- _Activity_
In the records below, the lines between the one holding "Turn the roads" and the one holding "Write the network", inclusive, are to be transcribed exactly; no pictures are to be included.

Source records
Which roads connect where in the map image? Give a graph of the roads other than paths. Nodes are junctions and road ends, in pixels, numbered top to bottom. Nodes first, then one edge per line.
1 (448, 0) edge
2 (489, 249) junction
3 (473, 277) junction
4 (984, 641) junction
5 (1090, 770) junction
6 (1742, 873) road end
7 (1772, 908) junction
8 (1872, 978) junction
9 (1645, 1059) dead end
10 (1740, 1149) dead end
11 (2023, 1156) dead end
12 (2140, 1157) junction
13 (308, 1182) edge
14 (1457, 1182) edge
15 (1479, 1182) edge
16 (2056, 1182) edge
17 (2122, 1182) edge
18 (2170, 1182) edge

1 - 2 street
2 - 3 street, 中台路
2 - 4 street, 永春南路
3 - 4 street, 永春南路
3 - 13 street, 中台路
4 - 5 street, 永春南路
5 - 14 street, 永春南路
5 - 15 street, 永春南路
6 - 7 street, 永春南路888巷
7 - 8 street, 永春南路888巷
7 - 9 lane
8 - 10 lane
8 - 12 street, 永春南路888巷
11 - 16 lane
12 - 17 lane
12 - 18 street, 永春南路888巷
==
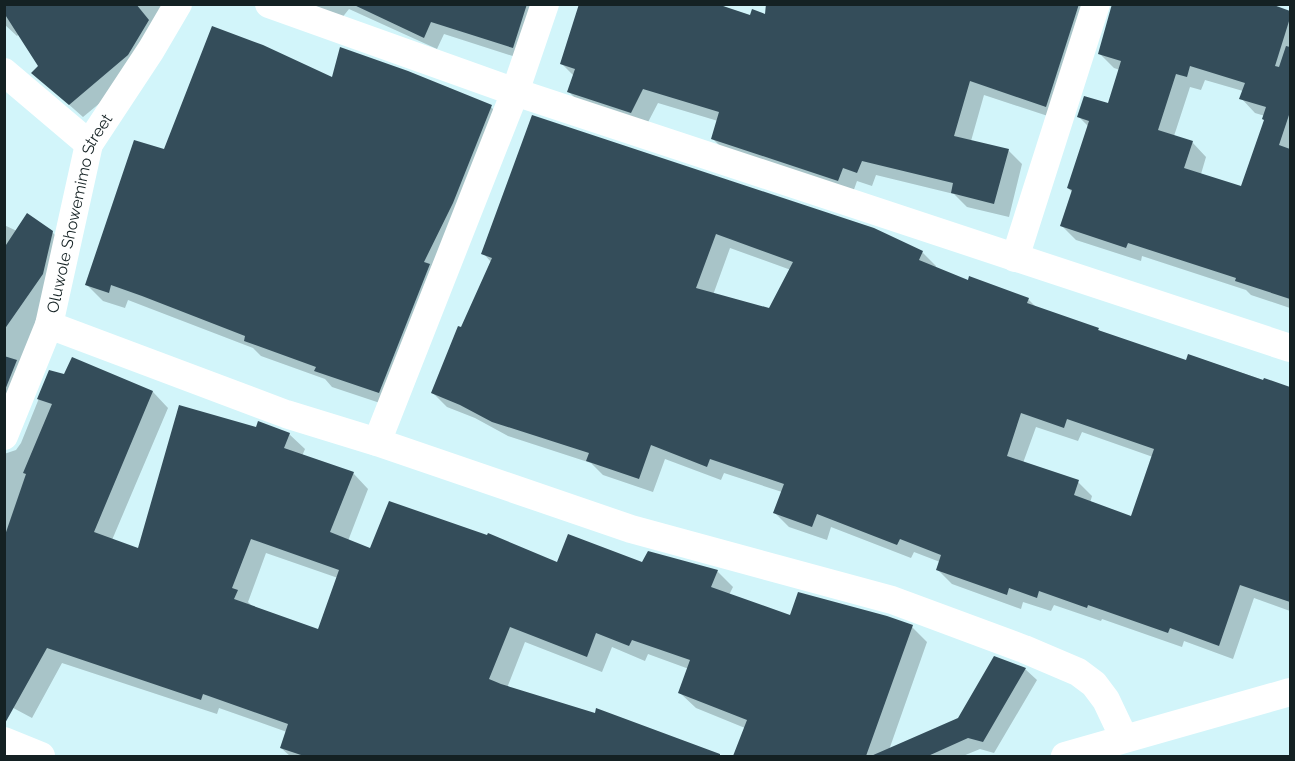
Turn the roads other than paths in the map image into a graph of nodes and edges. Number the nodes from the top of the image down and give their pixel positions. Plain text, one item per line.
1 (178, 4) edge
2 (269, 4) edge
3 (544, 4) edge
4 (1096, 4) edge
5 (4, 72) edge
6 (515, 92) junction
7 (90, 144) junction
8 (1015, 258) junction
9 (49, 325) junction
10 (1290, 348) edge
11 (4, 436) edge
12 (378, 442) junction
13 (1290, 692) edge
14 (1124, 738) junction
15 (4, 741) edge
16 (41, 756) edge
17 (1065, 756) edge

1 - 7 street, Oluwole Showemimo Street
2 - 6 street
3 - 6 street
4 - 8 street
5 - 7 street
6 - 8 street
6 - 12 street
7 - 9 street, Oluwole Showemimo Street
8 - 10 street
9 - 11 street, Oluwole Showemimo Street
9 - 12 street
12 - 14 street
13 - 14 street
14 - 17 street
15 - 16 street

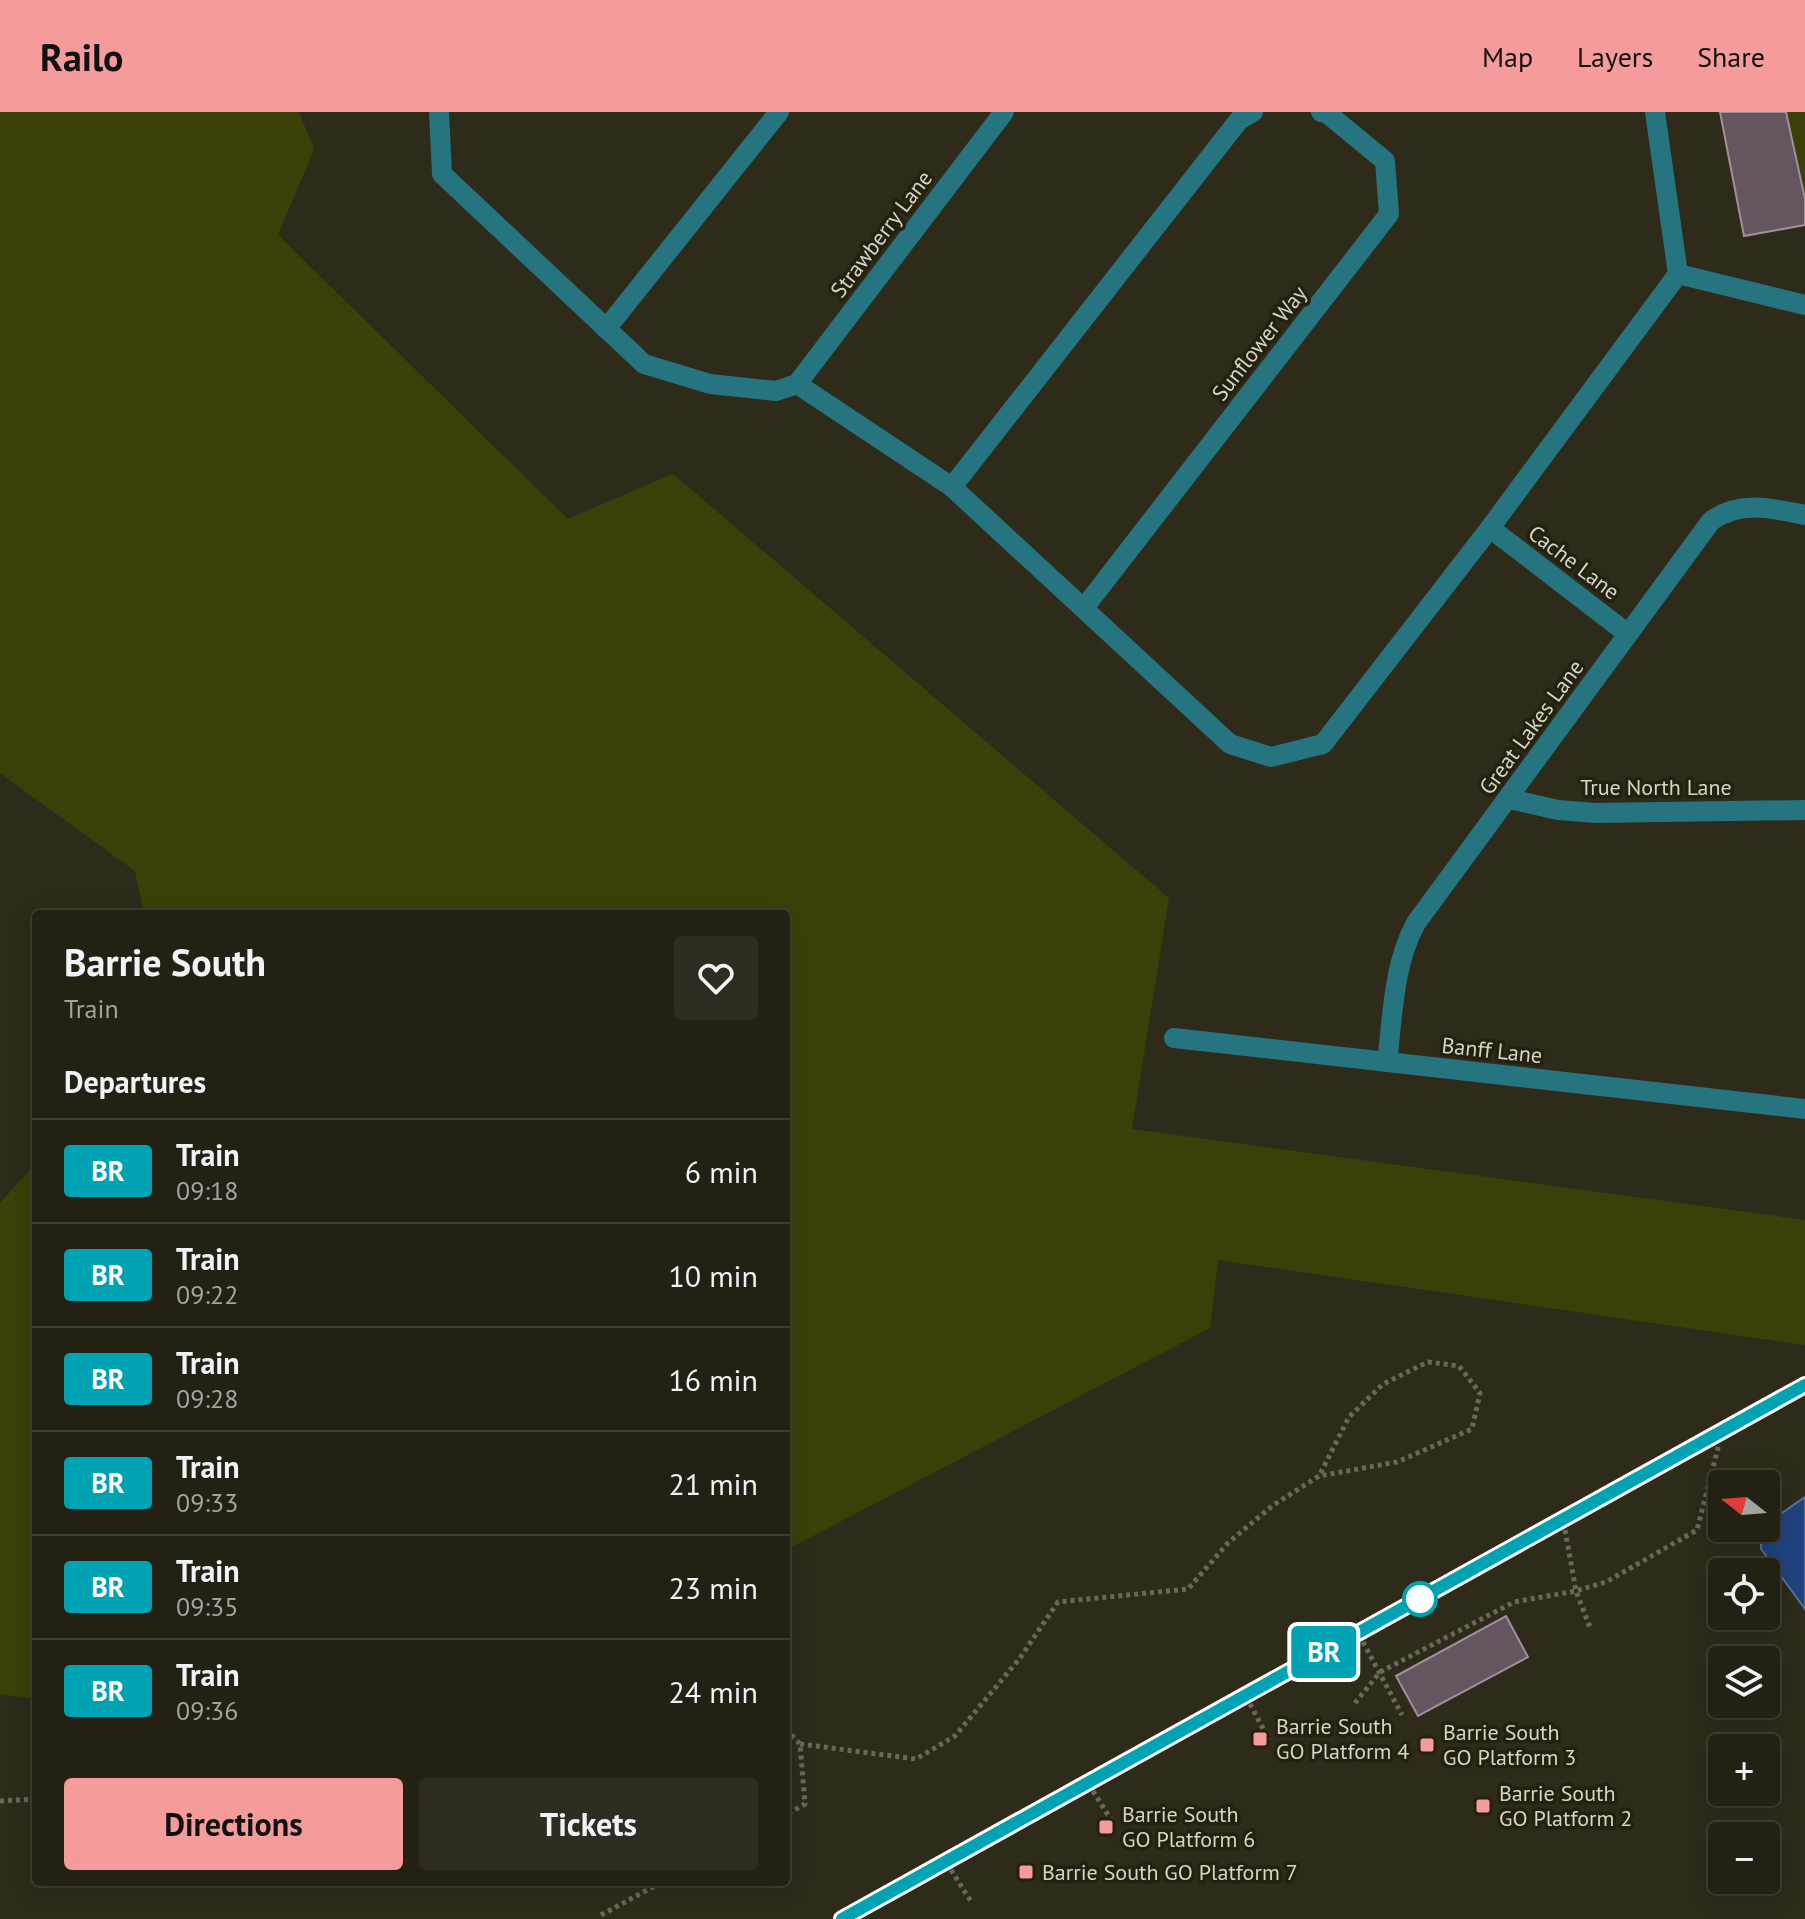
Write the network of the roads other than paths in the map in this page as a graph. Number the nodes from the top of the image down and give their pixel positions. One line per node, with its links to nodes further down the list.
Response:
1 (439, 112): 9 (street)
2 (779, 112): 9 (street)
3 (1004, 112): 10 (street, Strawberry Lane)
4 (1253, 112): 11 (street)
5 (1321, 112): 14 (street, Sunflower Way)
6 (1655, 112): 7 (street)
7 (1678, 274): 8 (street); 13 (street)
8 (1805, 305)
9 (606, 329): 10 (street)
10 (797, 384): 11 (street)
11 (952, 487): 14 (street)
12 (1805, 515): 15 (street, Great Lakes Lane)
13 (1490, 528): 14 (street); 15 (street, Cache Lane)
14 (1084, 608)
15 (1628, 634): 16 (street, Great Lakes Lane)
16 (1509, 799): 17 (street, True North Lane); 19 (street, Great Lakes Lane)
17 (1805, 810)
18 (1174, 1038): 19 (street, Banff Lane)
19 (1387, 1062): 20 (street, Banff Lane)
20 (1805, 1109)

- _Reply_
Turn the roads other than paths in the map image into a graph of nodes and edges. Number the nodes from the top of the image down and give their pixel positions. Plain text, one item per line.
1 (178, 4) edge
2 (269, 4) edge
3 (544, 4) edge
4 (1096, 4) edge
5 (4, 72) edge
6 (515, 92) junction
7 (90, 144) junction
8 (1015, 258) junction
9 (49, 325) junction
10 (1290, 348) edge
11 (4, 436) edge
12 (378, 442) junction
13 (1290, 692) edge
14 (1124, 738) junction
15 (4, 741) edge
16 (41, 756) edge
17 (1065, 756) edge

1 - 7 street, Oluwole Showemimo Street
2 - 6 street
3 - 6 street
4 - 8 street
5 - 7 street
6 - 8 street
6 - 12 street
7 - 9 street, Oluwole Showemimo Street
8 - 10 street
9 - 11 street, Oluwole Showemimo Street
9 - 12 street
12 - 14 street
13 - 14 street
14 - 17 street
15 - 16 street

Write the network of the roads other than paths in the map in this page as a graph. Number the nodes from the top of the image down and give their pixel positions. One line per node, with its links to nodes further down the list.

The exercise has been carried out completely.